4.Relyvrio (AMX 0035 combination of sodiumphenyl butyrate and taurursodiol)
-gained FDA approval in 2023
-prolongs life by 9 months
-Study run on 87 patients
-Drug price US$158,000
-granted accelerated approval
I had heard about Relyvrio through my Neuren Pharmaceuticals research. It is a drug with severe side-effects with a 50% attrition rate due to severe diarrhea. The drug received accelerated approval and its phase 3 read out is due next qrt. Michael Thurn stated in the latest EGM that the drug is likely to fail phase 3 due to side-effects and discontinuation. It is currently treating 3600 patients in the US.
So 2 drugs may have FDA approval rescinded.
Amylex Case Study for Market Cap
CEO Michael Thurn states that Amylex is the best case study for PAA. Off the back of its Phase 2 study, involving 87 patients Amylex had a Market cap of US$2.5 billion. This was the only drug this company had.

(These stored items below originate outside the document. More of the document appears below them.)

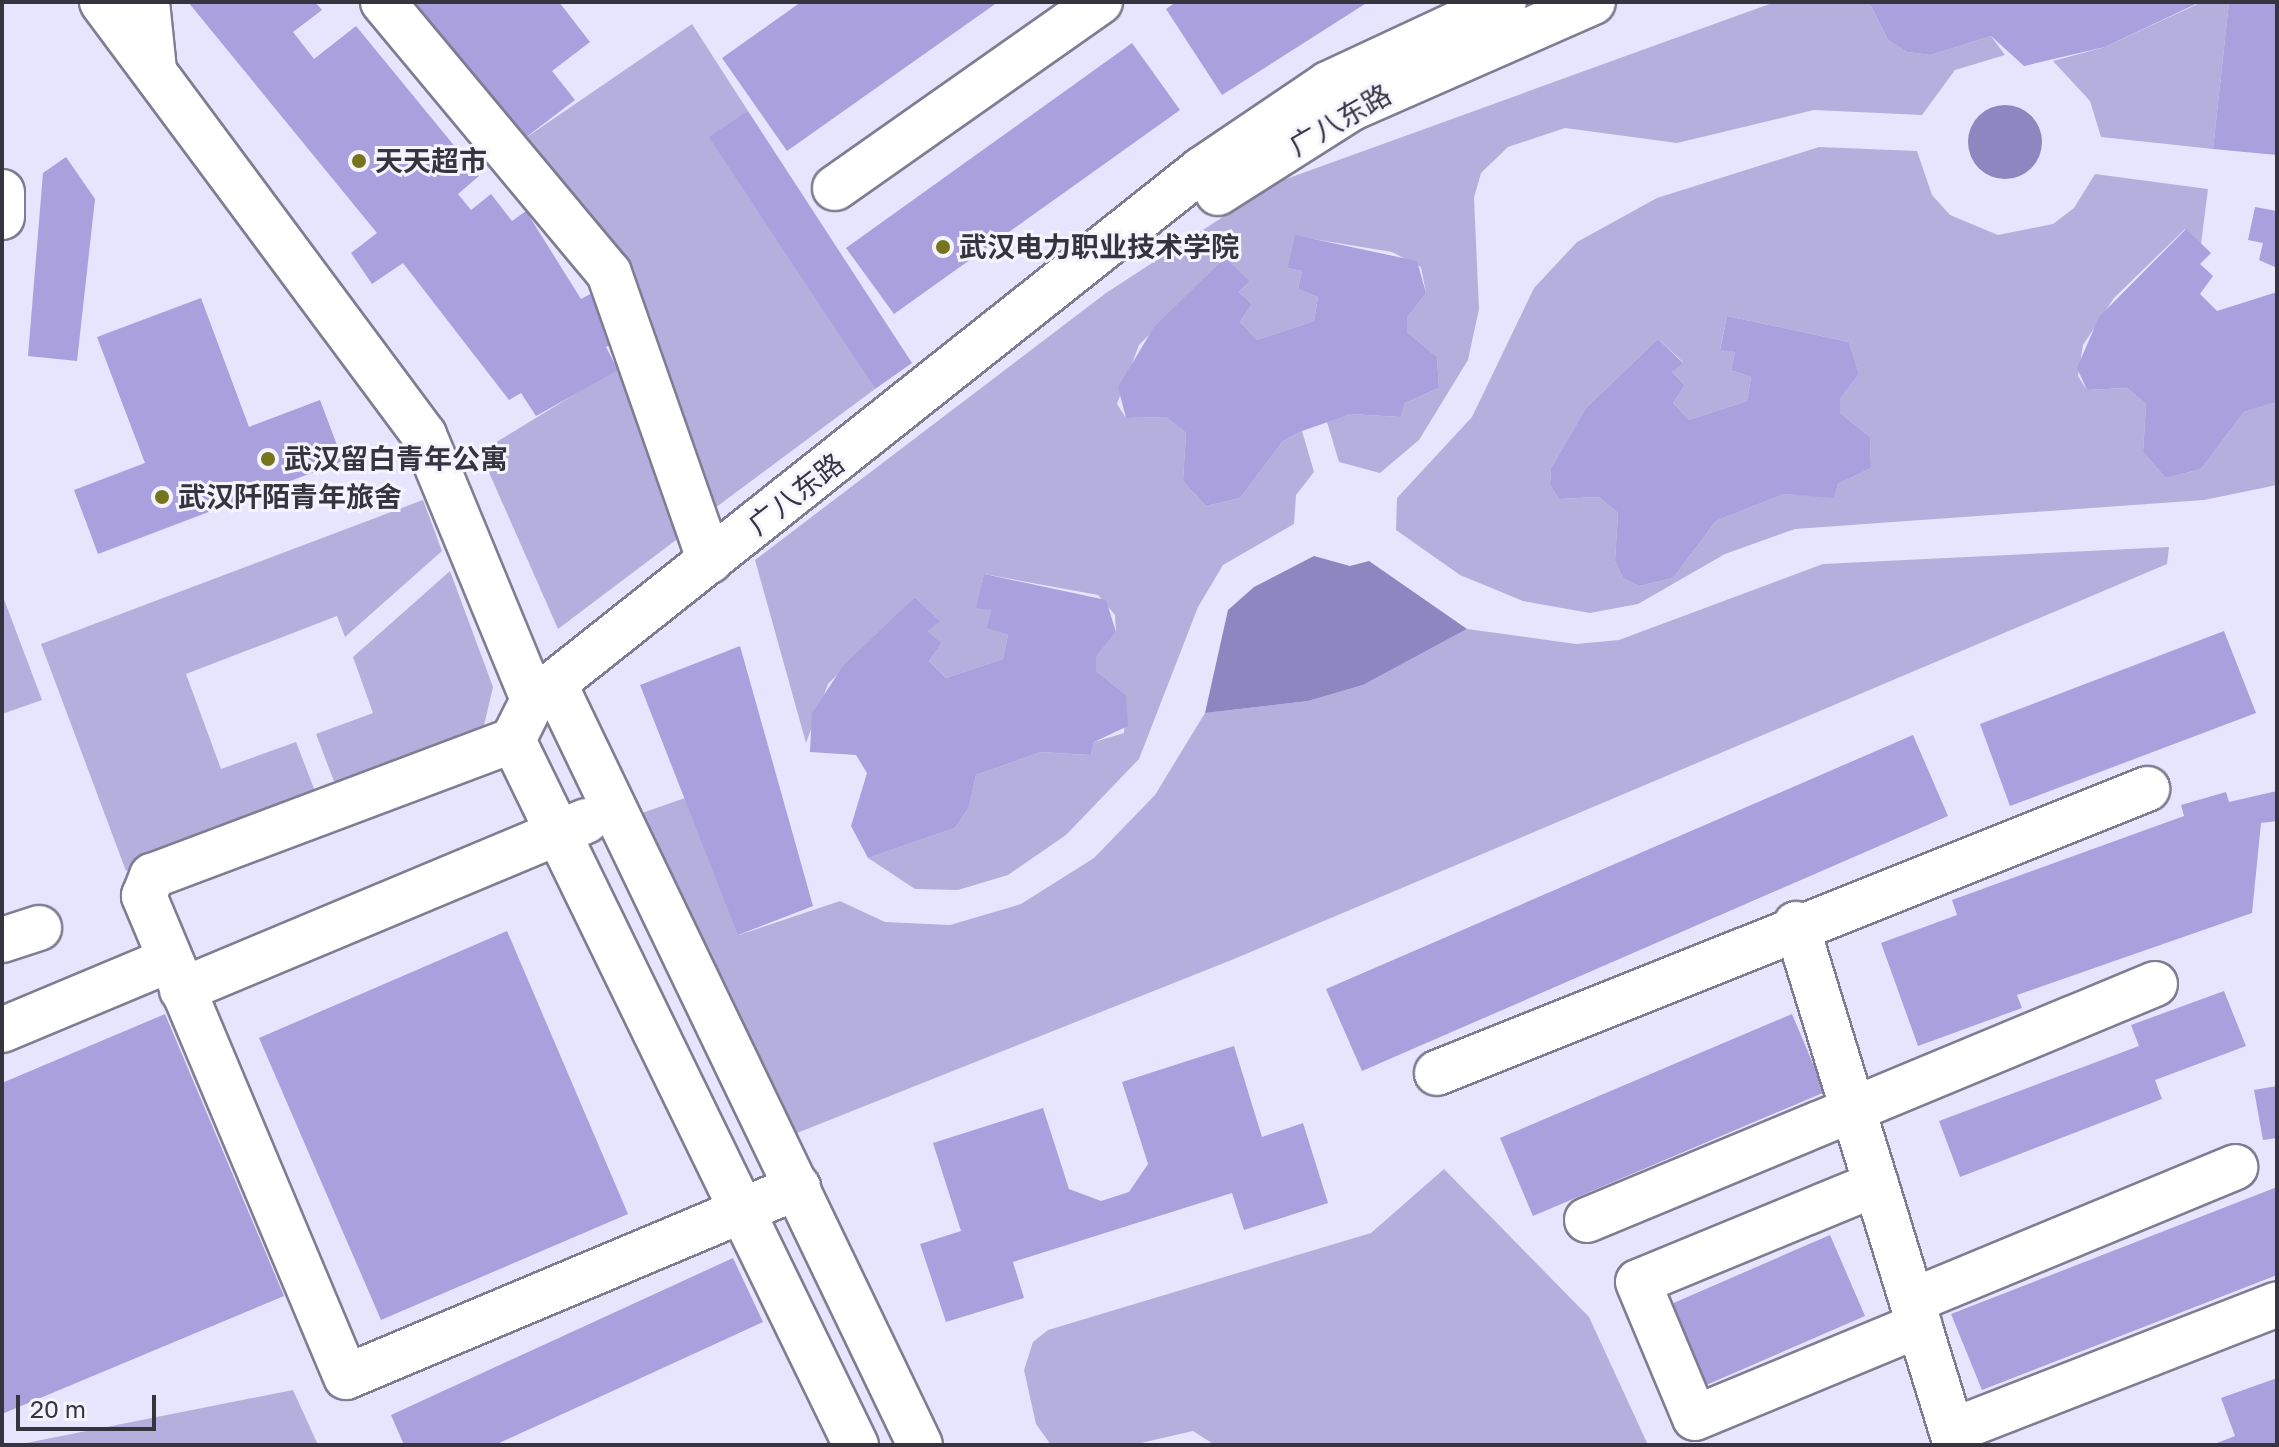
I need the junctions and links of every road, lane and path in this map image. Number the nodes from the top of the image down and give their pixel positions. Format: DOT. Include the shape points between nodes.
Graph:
graph roads {
  1 [pos="102,2"];
  2 [pos="147,2"];
  3 [pos="383,2"];
  4 [pos="1100,2"];
  5 [pos="1504,2"];
  6 [pos="1593,2"];
  7 [pos="154,70"];
  8 [pos="835,188"];
  9 [pos="2,192"];
  10 [pos="2,217"];
  11 [pos="1097,259"];
  12 [pos="716,557"];
  13 [pos="543,691"];
  14 [pos="513,740"];
  15 [pos="2147,789"];
  16 [pos="615,806"];
  17 [pos="558,834"];
  18 [pos="1796,924"];
  19 [pos="176,975"];
  20 [pos="2155,984"];
  21 [pos="2,1030"];
  22 [pos="1437,1073"];
  23 [pos="1852,1106"];
  24 [pos="2235,1167"];
  25 [pos="1876,1184"];
  26 [pos="798,1187"];
  27 [pos="737,1212"];
  28 [pos="1587,1220"];
  29 [pos="2277,1304"];
  30 [pos="1916,1313"];
  31 [pos="1954,1438"];
  32 [pos="856,1445"];
  33 [pos="920,1445"];
  1 -- 7 [label="lane"];
  2 -- 7 [label="lane"];
  3 -- 12 [label="lane" via="609,273"];
  4 -- 8 [label="lane"];
  5 -- 11 [label="lane, 广八东路" via="1328,84 1201,170"];
  6 -- 11 [label="lane, 广八东路" via="1352,108"];
  7 -- 13 [label="lane" via="424,435"];
  9 -- 10 [label="lane"];
  11 -- 12 [label="lane, 广八东路"];
  12 -- 13 [label="lane, 广八东路"];
  13 -- 14 [label="lane"];
  13 -- 16 [label="lane"];
  14 -- 17 [label="lane"];
  14 -- 19 [label="lane" via="152,876 144,896"];
  15 -- 18 [label="lane"];
  16 -- 17 [label="lane"];
  16 -- 26 [label="lane"];
  17 -- 19 [label="lane"];
  17 -- 27 [label="lane"];
  18 -- 22 [label="lane"];
  18 -- 23 [label="lane"];
  19 -- 21 [label="lane"];
  19 -- 27 [label="lane" via="346,1377"];
  20 -- 23 [label="lane"];
  23 -- 25 [label="lane"];
  23 -- 28 [label="lane"];
  24 -- 30 [label="lane"];
  25 -- 30 [label="lane"];
  25 -- 30 [label="lane" via="1638,1282 1695,1418"];
  26 -- 27 [label="lane"];
  26 -- 33 [label="lane"];
  27 -- 32 [label="lane"];
  29 -- 31 [label="lane"];
  30 -- 31 [label="lane"];
}
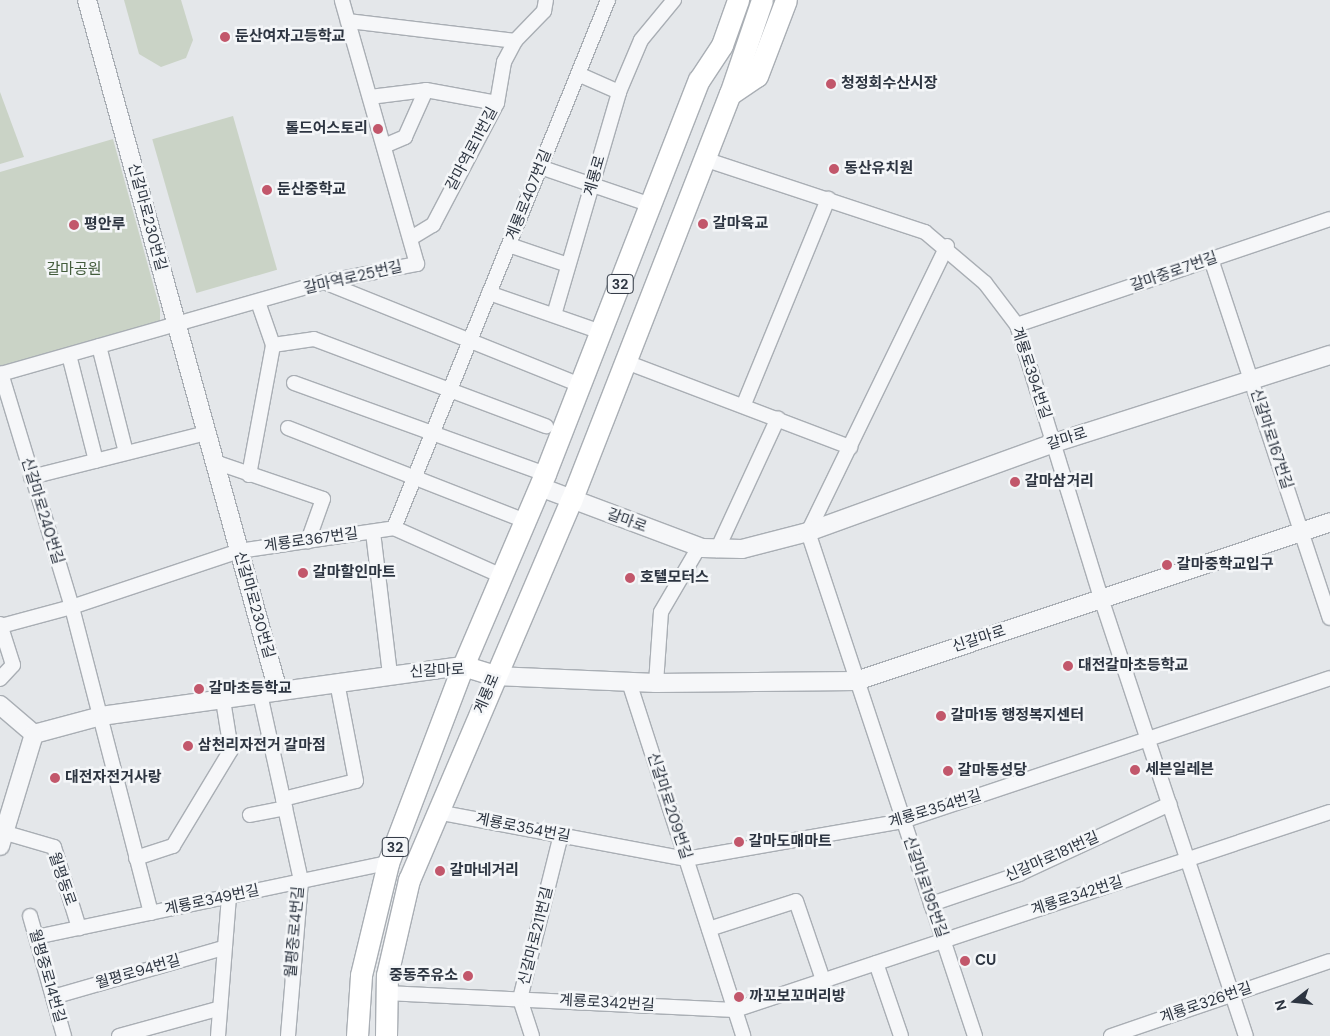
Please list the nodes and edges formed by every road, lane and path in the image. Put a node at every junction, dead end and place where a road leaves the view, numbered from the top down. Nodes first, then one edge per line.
1 (87, 0) edge
2 (342, 0) edge
3 (546, 0) edge
4 (608, 0) edge
5 (674, 0) edge
6 (724, 0) edge
7 (738, 0) edge
8 (762, 0) edge
9 (786, 0) edge
10 (348, 21) junction
11 (515, 41) junction
12 (578, 74) junction
13 (700, 80) junction
14 (426, 90) junction
15 (619, 92) junction
16 (730, 94) junction
17 (370, 97) junction
18 (497, 103) junction
19 (384, 146) junction
20 (704, 159) junction
21 (540, 167) junction
22 (592, 186) junction
23 (828, 199) junction
24 (651, 205) junction
25 (1330, 219) edge
26 (411, 238) junction
27 (508, 245) junction
28 (946, 246) junction
29 (1211, 260) junction
30 (568, 265) junction
31 (324, 282) junction
32 (489, 293) junction
33 (258, 302) junction
34 (554, 314) junction
35 (176, 324) junction
36 (1017, 324) junction
37 (601, 332) junction
38 (469, 342) junction
39 (273, 345) junction
40 (99, 346) junction
41 (69, 355) junction
42 (1330, 355) edge
43 (626, 362) junction
44 (1, 374) edge
45 (1251, 380) junction
46 (294, 383) dead end
47 (580, 385) junction
48 (449, 390) junction
49 (744, 404) junction
50 (778, 418) junction
51 (546, 426) dead end
52 (288, 428) dead end
53 (206, 433) junction
54 (432, 433) junction
55 (1054, 442) junction
56 (850, 447) junction
57 (126, 453) junction
58 (96, 461) junction
59 (215, 462) junction
60 (250, 475) junction
61 (31, 477) junction
62 (414, 480) junction
63 (542, 481) junction
64 (571, 501) junction
65 (525, 521) junction
66 (1330, 522) edge
67 (394, 528) junction
68 (373, 532) junction
69 (808, 532) junction
70 (1301, 532) junction
71 (308, 541) junction
72 (699, 547) junction
73 (717, 550) junction
74 (239, 551) junction
75 (502, 576) junction
76 (1101, 598) junction
77 (72, 608) junction
78 (1330, 618) edge
79 (0, 625) edge
80 (463, 666) junction
81 (390, 674) junction
82 (495, 676) junction
83 (1330, 678) edge
84 (0, 679) edge
85 (856, 680) junction
86 (337, 682) junction
87 (630, 682) junction
88 (656, 683) junction
89 (278, 691) junction
90 (260, 694) junction
91 (224, 700) junction
92 (0, 705) edge
93 (101, 716) junction
94 (34, 734) junction
95 (1148, 739) junction
96 (284, 804) junction
97 (1170, 804) junction
98 (437, 812) junction
99 (1330, 812) edge
100 (250, 815) dead end
101 (903, 821) junction
102 (561, 835) junction
103 (3, 839) edge
104 (136, 858) junction
105 (686, 858) junction
106 (1188, 859) junction
107 (388, 863) junction
108 (301, 881) junction
109 (230, 896) junction
110 (931, 904) junction
111 (151, 913) junction
112 (30, 916) dead end
113 (79, 928) junction
114 (709, 929) junction
115 (36, 937) junction
116 (943, 940) junction
117 (223, 948) junction
118 (1330, 961) edge
119 (876, 963) junction
120 (823, 980) junction
121 (386, 993) junction
122 (1232, 994) junction
123 (53, 997) junction
124 (520, 999) junction
125 (217, 1009) junction
126 (734, 1010) junction
127 (1138, 1032) edge
128 (64, 1036) edge
129 (119, 1036) edge
130 (218, 1036) edge
131 (288, 1036) edge
132 (357, 1036) edge
133 (386, 1036) edge
134 (532, 1036) edge
135 (743, 1036) edge
136 (901, 1036) edge
137 (975, 1036) edge
138 (1110, 1036) edge
139 (1246, 1036) edge

1 - 35 street, 신갈마로230번길
2 - 10 street, 갈마역로25번길
3 - 11 street, 갈마역로11번길
4 - 12 street, 계룡로407번길
5 - 15 street, 계룡로
6 - 13 main road, 32
7 - 13 main road, 32
8 - 16 main road, 계룡로 / 32
9 - 16 main road
10 - 11 street
10 - 17 street, 갈마역로25번길
11 - 18 street, 갈마역로11번길
12 - 15 street
12 - 21 street, 계룡로407번길
13 - 24 main road, 32
14 - 17 street
14 - 18 street
14 - 19 street
15 - 22 street, 계룡로
16 - 20 main road, 계룡로 / 32
17 - 19 street, 갈마역로25번길
18 - 26 street, 갈마역로11번길
19 - 26 street, 갈마역로25번길
20 - 23 street, 계룡로394번길
20 - 43 main road, 계룡로 / 32
21 - 22 street
21 - 27 street, 계룡로407번길
22 - 24 street
22 - 30 street, 계룡로
23 - 28 street, 계룡로394번길
23 - 49 street
24 - 37 main road, 32
25 - 29 street, 갈마중로7번길
26 - 31 street, 갈마역로25번길
27 - 30 street
27 - 32 street, 계룡로407번길
28 - 36 street, 계룡로394번길
28 - 56 street
29 - 36 street, 갈마중로7번길
29 - 45 street, 신갈마로167번길
30 - 34 street, 계룡로
31 - 33 street, 갈마역로25번길
31 - 38 street
32 - 34 street
32 - 38 street, 계룡로407번길
33 - 35 street, 갈마역로25번길
33 - 39 street
34 - 37 street
35 - 40 street, 신갈마로240번길
35 - 53 street, 신갈마로230번길
36 - 55 street, 계룡로394번길
37 - 47 main road, 32
38 - 47 street
38 - 48 street, 계룡로407번길
39 - 48 street
39 - 60 street
40 - 41 street, 신갈마로240번길
40 - 57 street
41 - 44 street, 신갈마로240번길
41 - 58 street
42 - 45 street, 갈마로
43 - 49 street
43 - 64 main road, 계룡로 / 32
44 - 61 street, 신갈마로240번길
45 - 55 street, 갈마로
45 - 70 street, 신갈마로167번길
46 - 54 street
47 - 63 main road, 32
48 - 51 street
48 - 54 street, 계룡로407번길
49 - 50 street
50 - 56 street
50 - 73 street
52 - 62 street
53 - 57 street
53 - 59 street, 신갈마로230번길
54 - 62 street, 계룡로407번길
54 - 63 street
55 - 69 street, 갈마로
55 - 76 street
56 - 69 street
57 - 58 street
58 - 61 street
59 - 60 street
59 - 74 street, 신갈마로230번길
60 - 71 street
61 - 77 street, 신갈마로240번길
62 - 65 street
62 - 67 street, 계룡로407번길
63 - 64 street, 갈마로
63 - 65 main road, 32
64 - 72 street, 갈마로
64 - 82 main road, 계룡로 / 32
65 - 75 main road, 32
66 - 70 street, 신갈마로
67 - 68 street, 계룡로367번길
67 - 75 street
68 - 71 street, 계룡로367번길
68 - 81 street
69 - 73 street, 갈마로
69 - 85 street
70 - 76 street, 신갈마로
70 - 78 street, 신갈마로167번길
71 - 74 street, 계룡로367번길
72 - 73 street, 갈마로
72 - 88 street
74 - 77 street, 계룡로367번길
74 - 89 street, 신갈마로230번길
75 - 80 main road, 32
76 - 85 street, 신갈마로
76 - 95 street
77 - 79 street, 계룡로367번길
77 - 93 street, 신갈마로240번길
79 - 84 street
80 - 81 street, 신갈마로
80 - 82 main road, 신갈마로
80 - 107 main road, 32
81 - 86 street, 신갈마로
82 - 87 street, 신갈마로
82 - 98 main road, 계룡로 / 32
83 - 95 street, 계룡로354번길
85 - 88 street, 신갈마로
85 - 101 street, 신갈마로195번길
86 - 89 street, 신갈마로
86 - 96 street
87 - 88 street, 신갈마로
87 - 105 street, 신갈마로209번길
89 - 90 street, 신갈마로
90 - 91 street, 신갈마로
90 - 96 street, 월평중로4번길
91 - 93 street, 신갈마로
91 - 104 street
92 - 94 street
93 - 94 street, 신갈마로
93 - 104 street
94 - 103 street, 월평동로
95 - 97 street
95 - 101 street, 계룡로354번길
96 - 100 street
96 - 108 street, 월평중로4번길
97 - 106 street
97 - 110 street, 신갈마로181번길
98 - 102 street, 계룡로354번길
98 - 121 main road, 계룡로 / 32
99 - 106 street, 계룡로342번길
101 - 105 street, 계룡로354번길
101 - 110 street, 신갈마로195번길
102 - 105 street, 계룡로354번길
102 - 124 street, 신갈마로211번길
103 - 113 street, 월평동로
104 - 111 street
105 - 114 street, 신갈마로209번길
106 - 116 street, 계룡로342번길
106 - 122 street
107 - 108 street, 계룡로349번길
107 - 132 main road, 32
108 - 109 street, 계룡로349번길
108 - 131 street, 월평중로4번길
109 - 111 street, 계룡로349번길
109 - 117 street
110 - 116 street, 신갈마로195번길
111 - 113 street, 계룡로349번길
112 - 115 street, 월평중로14번길
113 - 115 street, 계룡로349번길
114 - 120 street
114 - 126 street, 신갈마로209번길
115 - 123 street, 월평중로14번길
116 - 119 street, 계룡로342번길
116 - 137 street, 신갈마로195번길
117 - 123 street, 월평로94번길
117 - 125 street
118 - 122 street, 계룡로326번길
119 - 120 street, 계룡로342번길
119 - 136 street
120 - 126 street, 계룡로342번길
121 - 124 street, 계룡로342번길
121 - 133 main road, 계룡로 / 32
122 - 127 street, 계룡로326번길
122 - 139 street
123 - 128 street, 월평중로14번길
124 - 126 street, 계룡로342번길
124 - 134 street, 신갈마로211번길
125 - 129 street
125 - 130 street
126 - 135 street, 신갈마로209번길
127 - 138 street, 계룡로326번길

Hence the argument that PAA should have a similar market capitalisation if Phase I are more successful than Relyvrio. Only 1 more 24 week study is needed before potential accelerated FDA approval and revenue.
Interesting resources
EGM
https://m.youtube.com/watch?v=8l39adr1tCY&t=9s&pp=2AEJkAIB
MTOR pathways drugs- fascinating origin story
https://radiolab.org/podcast/dirty-drug-and-ice-cream-tub
Proactive interview with CEO - Michael Thurn
https://m.youtube.com/watch?si=OhutnOq_osfqRrdm&v=RBd6euPX7Gc&feature=youtu.be
Company is currently working on oral liquid for patients who can’t swallow. This will extend IP and add further protection.
Summary
I find the case for PAA and MPL compelling. It meets my interest in rare disease treatments that have a chance of an accelerated pathway through the FDA. It will hopefully slow progression of ALS and improve quality of life. The investment should be attractive to large pharmaceuticals and based on the case of Amylex the $131 million dollar Australian market cap seems woefully undervalued if there is successful Phase I read out this week.
Remember watch for a less than -1.24 points per month decline on the ALSFRS-R score which would imply that MPL slows the disease by more than its nearest competitor Relyvrio.